Attorney General Jeff Sessions just threw a major wrench in the growth of the American legal marijuana industry. Before we explain how, here is some background. As states started legalizing recreational marijuana over the past few years, many banks and credit unions decided not to serve them for fear of facing criminal charges, such as money laundering given that the drug is still illegal on a federal level. In order to address this conundrum, former US Attorney General James Cole issued a memorandum to all US attorneys in 2013 that listed eight priorities for prosecutors and law enforcement to focus on as it pertained to state-legal marijuana operations.
The priorities included: “preventing the distribution of marijuana to minors; preventing revenue from the sales of marijuana from going to criminal enterprises; preventing the diversion of marijuana from states where it is legal under state law in some form to other states…” This memo gave greater clarity on how the federal government would treat states allowing medical or retail cannabis sales. The Obama Administration’s message: channel law enforcement resources and efforts towards activity that interferes with any of their eight priorities. Otherwise, the former Justice Department told federal prosecutors to de-prioritize marijuana-related prosecutions in states where selling cannabis is legal.
The current Attorney General Jeff Sessions just retracted this memo by issuing his own that stated, “Previous nationwide guidance specific to marijuana enforcement is unnecessary and rescinded effective immediately.” He sent his memo to all US Attorneys, which now allows federal prosecutors to choose how to enforce federal laws prohibiting the drug in states where it is legal.
The memo adds: “In deciding which marijuana activities to prosecute under these laws with the Department’s finite resources, prosecutors should follow the well-established principles that govern all federal prosecutions.” This is not necessarily surprising given Sessions’ long standing negative views regarding the drug, but it is a huge step backwards from the legal marijuana industry’s progress achieved under the Obama Administration when the federal government was more lenient.

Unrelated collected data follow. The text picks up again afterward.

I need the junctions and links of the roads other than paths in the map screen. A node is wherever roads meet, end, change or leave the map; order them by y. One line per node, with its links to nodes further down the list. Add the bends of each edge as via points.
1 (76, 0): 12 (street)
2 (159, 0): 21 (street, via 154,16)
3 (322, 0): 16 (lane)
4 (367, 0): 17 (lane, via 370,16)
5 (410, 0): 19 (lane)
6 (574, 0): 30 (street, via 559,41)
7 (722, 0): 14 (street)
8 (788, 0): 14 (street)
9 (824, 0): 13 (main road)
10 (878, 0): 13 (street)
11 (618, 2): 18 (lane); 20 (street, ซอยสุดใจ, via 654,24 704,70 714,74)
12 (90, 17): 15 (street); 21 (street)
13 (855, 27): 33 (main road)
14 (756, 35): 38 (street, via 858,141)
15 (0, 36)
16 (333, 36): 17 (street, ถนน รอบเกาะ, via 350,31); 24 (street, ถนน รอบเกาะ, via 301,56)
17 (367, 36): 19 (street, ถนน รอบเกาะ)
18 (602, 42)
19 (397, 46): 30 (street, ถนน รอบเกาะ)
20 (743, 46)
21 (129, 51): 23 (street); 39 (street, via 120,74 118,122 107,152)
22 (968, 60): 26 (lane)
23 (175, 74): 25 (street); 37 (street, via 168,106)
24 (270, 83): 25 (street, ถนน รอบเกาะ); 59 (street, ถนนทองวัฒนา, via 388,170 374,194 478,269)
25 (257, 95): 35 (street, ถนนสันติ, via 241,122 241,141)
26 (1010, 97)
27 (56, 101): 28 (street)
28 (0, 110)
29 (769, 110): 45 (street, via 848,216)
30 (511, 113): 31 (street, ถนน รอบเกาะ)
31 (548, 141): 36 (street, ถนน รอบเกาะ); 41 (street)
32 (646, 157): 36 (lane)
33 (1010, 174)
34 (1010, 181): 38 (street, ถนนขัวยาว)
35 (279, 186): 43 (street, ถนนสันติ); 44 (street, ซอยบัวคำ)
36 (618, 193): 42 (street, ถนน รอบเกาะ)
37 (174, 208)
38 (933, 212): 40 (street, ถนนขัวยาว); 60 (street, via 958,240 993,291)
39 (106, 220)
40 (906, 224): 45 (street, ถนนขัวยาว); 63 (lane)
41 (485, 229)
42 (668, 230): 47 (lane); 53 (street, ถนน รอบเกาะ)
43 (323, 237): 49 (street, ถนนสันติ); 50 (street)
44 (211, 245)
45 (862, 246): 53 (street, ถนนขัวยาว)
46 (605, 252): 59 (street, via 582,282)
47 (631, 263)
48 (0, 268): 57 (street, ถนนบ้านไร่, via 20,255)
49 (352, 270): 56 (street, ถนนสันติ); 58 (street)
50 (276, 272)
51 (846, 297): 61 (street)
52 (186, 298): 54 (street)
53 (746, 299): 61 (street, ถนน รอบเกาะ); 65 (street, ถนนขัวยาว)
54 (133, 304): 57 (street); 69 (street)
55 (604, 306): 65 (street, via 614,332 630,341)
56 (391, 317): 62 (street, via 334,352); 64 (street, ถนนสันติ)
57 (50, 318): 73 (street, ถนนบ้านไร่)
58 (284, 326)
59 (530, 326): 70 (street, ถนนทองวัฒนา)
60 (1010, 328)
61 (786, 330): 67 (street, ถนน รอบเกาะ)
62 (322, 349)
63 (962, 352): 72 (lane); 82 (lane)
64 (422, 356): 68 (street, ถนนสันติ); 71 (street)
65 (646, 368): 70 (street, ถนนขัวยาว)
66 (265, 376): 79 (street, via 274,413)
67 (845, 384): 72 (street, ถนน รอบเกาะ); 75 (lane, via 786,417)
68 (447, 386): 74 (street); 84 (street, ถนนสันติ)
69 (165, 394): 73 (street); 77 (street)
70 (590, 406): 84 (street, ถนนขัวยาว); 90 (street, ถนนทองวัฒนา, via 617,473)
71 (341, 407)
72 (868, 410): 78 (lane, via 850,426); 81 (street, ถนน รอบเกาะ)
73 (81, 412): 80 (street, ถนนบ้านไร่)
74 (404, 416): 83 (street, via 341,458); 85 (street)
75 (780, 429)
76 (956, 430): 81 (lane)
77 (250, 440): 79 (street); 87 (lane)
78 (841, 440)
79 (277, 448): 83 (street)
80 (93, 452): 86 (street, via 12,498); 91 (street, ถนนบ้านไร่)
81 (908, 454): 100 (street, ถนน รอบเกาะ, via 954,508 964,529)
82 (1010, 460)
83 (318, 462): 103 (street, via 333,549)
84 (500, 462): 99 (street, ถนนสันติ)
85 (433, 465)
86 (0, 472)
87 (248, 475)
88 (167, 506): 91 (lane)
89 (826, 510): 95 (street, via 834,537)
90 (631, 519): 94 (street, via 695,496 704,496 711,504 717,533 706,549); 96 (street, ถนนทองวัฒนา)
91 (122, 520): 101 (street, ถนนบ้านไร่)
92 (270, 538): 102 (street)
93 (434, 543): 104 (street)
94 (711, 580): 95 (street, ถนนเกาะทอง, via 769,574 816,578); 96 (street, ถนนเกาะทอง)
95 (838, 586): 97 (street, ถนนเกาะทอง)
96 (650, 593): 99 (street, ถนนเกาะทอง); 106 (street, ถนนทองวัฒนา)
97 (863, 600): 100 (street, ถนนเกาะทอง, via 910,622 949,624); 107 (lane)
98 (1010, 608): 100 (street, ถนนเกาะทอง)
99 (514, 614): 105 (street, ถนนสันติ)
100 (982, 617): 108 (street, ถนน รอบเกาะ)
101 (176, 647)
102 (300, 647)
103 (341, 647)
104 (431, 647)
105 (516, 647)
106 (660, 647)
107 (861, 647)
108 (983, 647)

So what does this mean for anyone investing in and around this industry? It creates a lot of uncertainty about whether it is legal to buy, sell, grow or possess marijuana even in states that legalized said activity. Especially now, when the country’s largest state – California – started allowing dispensaries to sell retail cannabis this past Monday. Massachusetts and Maine will also likely begin recreational cannabis sales this year on top of states that already do, such as Colorado, Washington, Oregon, Nevada and Alaska. When addressing reporters, Justice Department officials did not indicate if federal prosecutors plan to increase marijuana-related prosecutions, such as going after dispensaries. So we will have to wait for more clarity on how this memo will affect the industry.
With that said, today’s news could easily spook banks and credit unions into severing ties with marijuana-related businesses who no longer have the assurance from the Cole memo, especially with such a newly hawkish Attorney General. A lack of banking is not only inconvenient, but presents safety concerns as businesses handling hordes of cash act as larger targets for theft and violence.
Sessions’ memo could also hurt investment in dispensaries and grow operations as some investors may feel it is now too risky. Whether federal prosecutors will go after large retailers or marijuana production facilities is also uncertain. These and other questions remain unanswered, but it does serve as a cautionary case study for how regulations can hinder new disruptive industries. We’ll keep you updated as the implications of this new guidance for the marijuana market plays out.